How To Build A Global Community
Think of no one as "them"
Don't confuse your comfort with your safety
Talk to strangers
Imagine other cultures through their poetry and novels
Listen to music, you don't understand -- dance to it
Act locally
Notice the workings of power and privilege in your culture
Question consumption
Know how your lettuce and coffee are grown: wake up and smell the exploitation
Look for fair trade and union labels
Help build economies from the bottom up
Acquire few needs
Learn a second (or third) language
Visit people, places, and cultures -- not tourist attractions
Learn people's history -- redefine progress
Know physical and political geography
Play games from other cultures -- watch films with subtitles
Know your heritage
Honor everyone's holidays
Look at the moon and imagine someone else somewhere else looking at it too
Read the UN's Universal Declaration of Human Rights
Understand the global economy in terms of people, land, and water
Know where your bank banks
Never believe you have the right to anyone else's resources
Refuse to wear corporate logos: define corporate domination
Question military/corporate connections
Don't confuse money with wealth, or time with money
Have a pen/e-mail pal -- honor indigenous cultures
Judge governance by how well it meets all peoples’ needs
Be skeptical about what you read
Eat adventurously -- enjoy vegetables, beans and grains in your diet
Choose curiosity over certainty
Know where your water comes from and where your wastes go
Pledge allegiance to the earth; question nationalism
Think South, Central, and North -- there are many Americans
Assume that many others share your dreams
Know that no one is silent, but many are not heard
Work to change this
By Syracuse Cultural Workers Community, 2002. Bringing you their message since 1982. You really must visit their website. They have so much to offer. As opposed as they seem to be to corporate money grubbing, they are more than happy to take yours for all their products. This gem is available in bookmark and postcard form. Also available for purchase is the book We Want Freedom, a collection of memories of Mumia Abu-Jamal, the Philadelphia Black Panther who shot a police officer point blank and is currently serving a life sentence. The book gives the history of black liberation struggles. But then again, this teacher may merely be lending her support to fellow California union teachers who recently passed a resolution reaffirming their support for Mumia Abu-Jamal.

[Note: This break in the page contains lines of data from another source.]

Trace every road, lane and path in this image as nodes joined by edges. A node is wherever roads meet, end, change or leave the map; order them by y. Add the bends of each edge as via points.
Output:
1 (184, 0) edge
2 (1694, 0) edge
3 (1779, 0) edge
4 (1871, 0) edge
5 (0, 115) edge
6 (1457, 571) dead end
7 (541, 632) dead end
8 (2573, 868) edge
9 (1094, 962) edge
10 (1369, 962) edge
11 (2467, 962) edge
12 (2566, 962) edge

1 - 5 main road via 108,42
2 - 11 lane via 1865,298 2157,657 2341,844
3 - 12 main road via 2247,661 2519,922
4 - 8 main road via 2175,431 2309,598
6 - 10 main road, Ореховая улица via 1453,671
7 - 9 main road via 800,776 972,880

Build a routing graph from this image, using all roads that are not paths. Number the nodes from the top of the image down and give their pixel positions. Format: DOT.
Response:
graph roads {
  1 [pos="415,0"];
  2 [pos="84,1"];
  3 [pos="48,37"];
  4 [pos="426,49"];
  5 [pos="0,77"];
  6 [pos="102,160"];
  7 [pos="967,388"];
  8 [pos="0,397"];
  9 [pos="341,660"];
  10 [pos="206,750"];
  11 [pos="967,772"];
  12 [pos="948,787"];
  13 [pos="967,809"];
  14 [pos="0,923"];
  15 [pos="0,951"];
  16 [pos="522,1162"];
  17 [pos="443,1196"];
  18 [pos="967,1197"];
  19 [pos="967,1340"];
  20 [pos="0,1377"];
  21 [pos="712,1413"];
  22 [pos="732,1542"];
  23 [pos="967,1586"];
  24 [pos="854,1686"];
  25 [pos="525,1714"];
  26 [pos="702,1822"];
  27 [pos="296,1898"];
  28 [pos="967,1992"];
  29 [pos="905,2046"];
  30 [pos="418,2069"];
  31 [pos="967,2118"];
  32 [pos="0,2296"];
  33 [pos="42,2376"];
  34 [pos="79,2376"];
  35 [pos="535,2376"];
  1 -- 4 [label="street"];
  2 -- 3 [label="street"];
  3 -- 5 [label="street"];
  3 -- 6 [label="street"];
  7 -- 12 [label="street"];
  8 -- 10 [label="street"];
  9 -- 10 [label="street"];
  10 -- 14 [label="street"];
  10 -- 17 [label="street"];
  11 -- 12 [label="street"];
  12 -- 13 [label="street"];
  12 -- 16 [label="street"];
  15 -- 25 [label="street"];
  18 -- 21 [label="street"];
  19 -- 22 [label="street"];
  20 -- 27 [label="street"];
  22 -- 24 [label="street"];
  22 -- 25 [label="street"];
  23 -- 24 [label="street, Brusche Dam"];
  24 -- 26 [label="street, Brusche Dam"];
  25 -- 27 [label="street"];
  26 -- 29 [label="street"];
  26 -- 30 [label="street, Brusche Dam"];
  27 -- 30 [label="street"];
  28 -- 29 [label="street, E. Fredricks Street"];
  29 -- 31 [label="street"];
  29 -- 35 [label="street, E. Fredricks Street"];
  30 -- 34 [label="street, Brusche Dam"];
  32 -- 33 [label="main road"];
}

Where is this teacher’s accountability for posting this tripe on her door? I keep asking this every time I meet a school board candidate, an education reformer or a school administrator. When will teachers be held accountable for this type of propagandizing? So far I have only been met with blank stares.There are so many pearls of wisdom in this poster I can hardly pick my favorite one. Maybe you can share your favorite one in the comment section.
We are the world
ReplyDeleteWe are the children....
The underlying theme of this creed for one world nonsense.
My "favorite"? "Know your heritage"
My heritage is Caucasian, traditional family, heterosexual, Christian, libertarian, believe the capitalistic system provides freedom for people to propel themselves out of poverty. I believe the government is not authorized to provide the enormous social entitlements it is currently providing.
I'm everything the globalists hate. They want to eradicate MY heritage. It's like the "coexist" bumper stickers. It's allowable to coexist as long as you coexist in the manner the government sets up for the kumbyah world.